Input data -

Segment Open

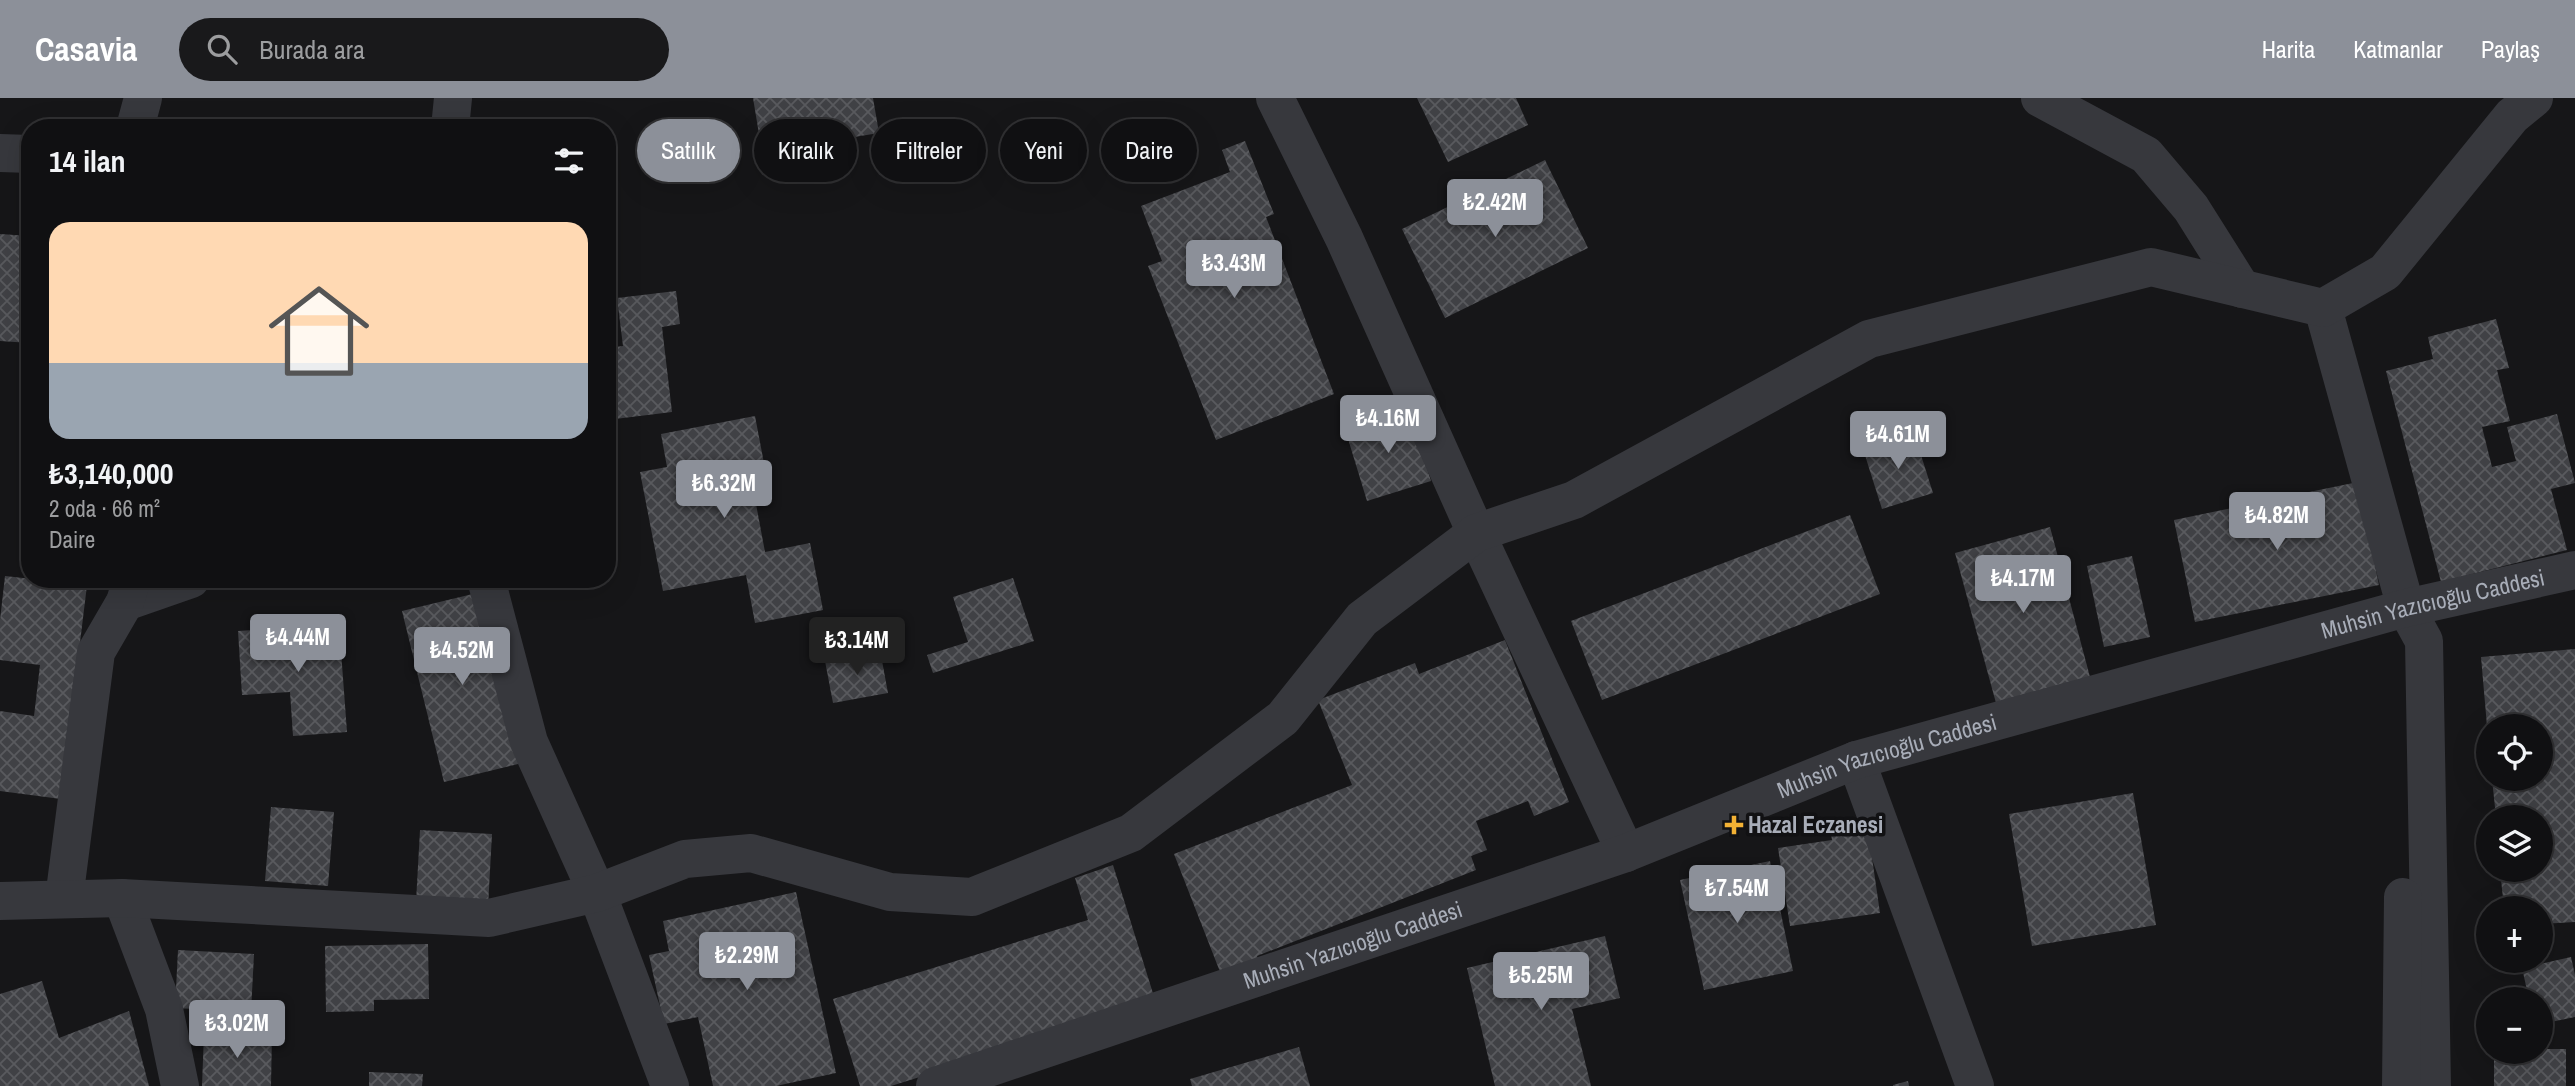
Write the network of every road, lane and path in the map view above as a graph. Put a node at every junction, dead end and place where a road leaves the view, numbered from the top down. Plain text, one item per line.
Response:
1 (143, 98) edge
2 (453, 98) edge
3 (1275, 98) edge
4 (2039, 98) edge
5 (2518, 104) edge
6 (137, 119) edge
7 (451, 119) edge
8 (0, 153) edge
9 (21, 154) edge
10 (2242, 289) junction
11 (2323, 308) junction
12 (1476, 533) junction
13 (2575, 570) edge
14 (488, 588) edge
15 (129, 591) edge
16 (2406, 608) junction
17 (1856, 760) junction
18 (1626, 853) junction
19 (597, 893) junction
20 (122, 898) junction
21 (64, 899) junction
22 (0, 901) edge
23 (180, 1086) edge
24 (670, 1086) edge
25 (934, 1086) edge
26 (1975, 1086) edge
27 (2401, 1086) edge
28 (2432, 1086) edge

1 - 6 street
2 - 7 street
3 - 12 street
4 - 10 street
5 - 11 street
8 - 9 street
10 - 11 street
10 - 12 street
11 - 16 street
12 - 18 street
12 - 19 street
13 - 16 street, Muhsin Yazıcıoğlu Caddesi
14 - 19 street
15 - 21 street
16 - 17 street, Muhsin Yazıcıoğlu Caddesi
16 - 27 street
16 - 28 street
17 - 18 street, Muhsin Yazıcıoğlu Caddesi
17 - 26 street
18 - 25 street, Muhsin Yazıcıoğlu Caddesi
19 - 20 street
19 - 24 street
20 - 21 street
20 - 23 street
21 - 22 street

Segment Closed
Segment Open

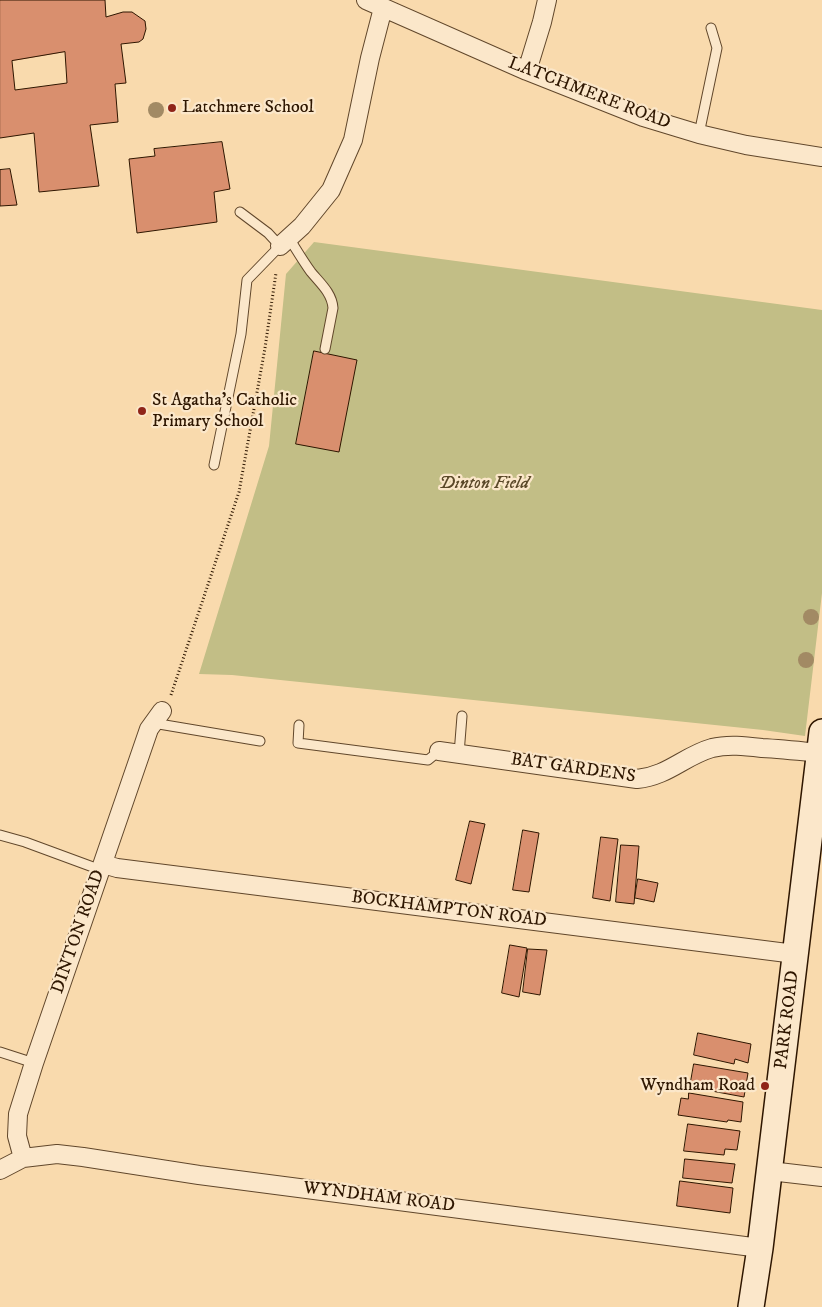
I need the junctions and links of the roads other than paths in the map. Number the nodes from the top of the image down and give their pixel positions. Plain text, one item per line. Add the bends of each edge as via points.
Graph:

Segment Closed

Scan the material above for lines that contain the string "item", and copy each such line.

Write the network of every road, lane and path in the map view above as a graph. Put a node at every junction, dead end and place where a road leaves the view, numbered from the top down. Plain text, one item per line.
I need the junctions and links of the roads other than paths in the map. Number the nodes from the top of the image down and give their pixel positions. Plain text, one item per line. Add the bends of each edge as via points.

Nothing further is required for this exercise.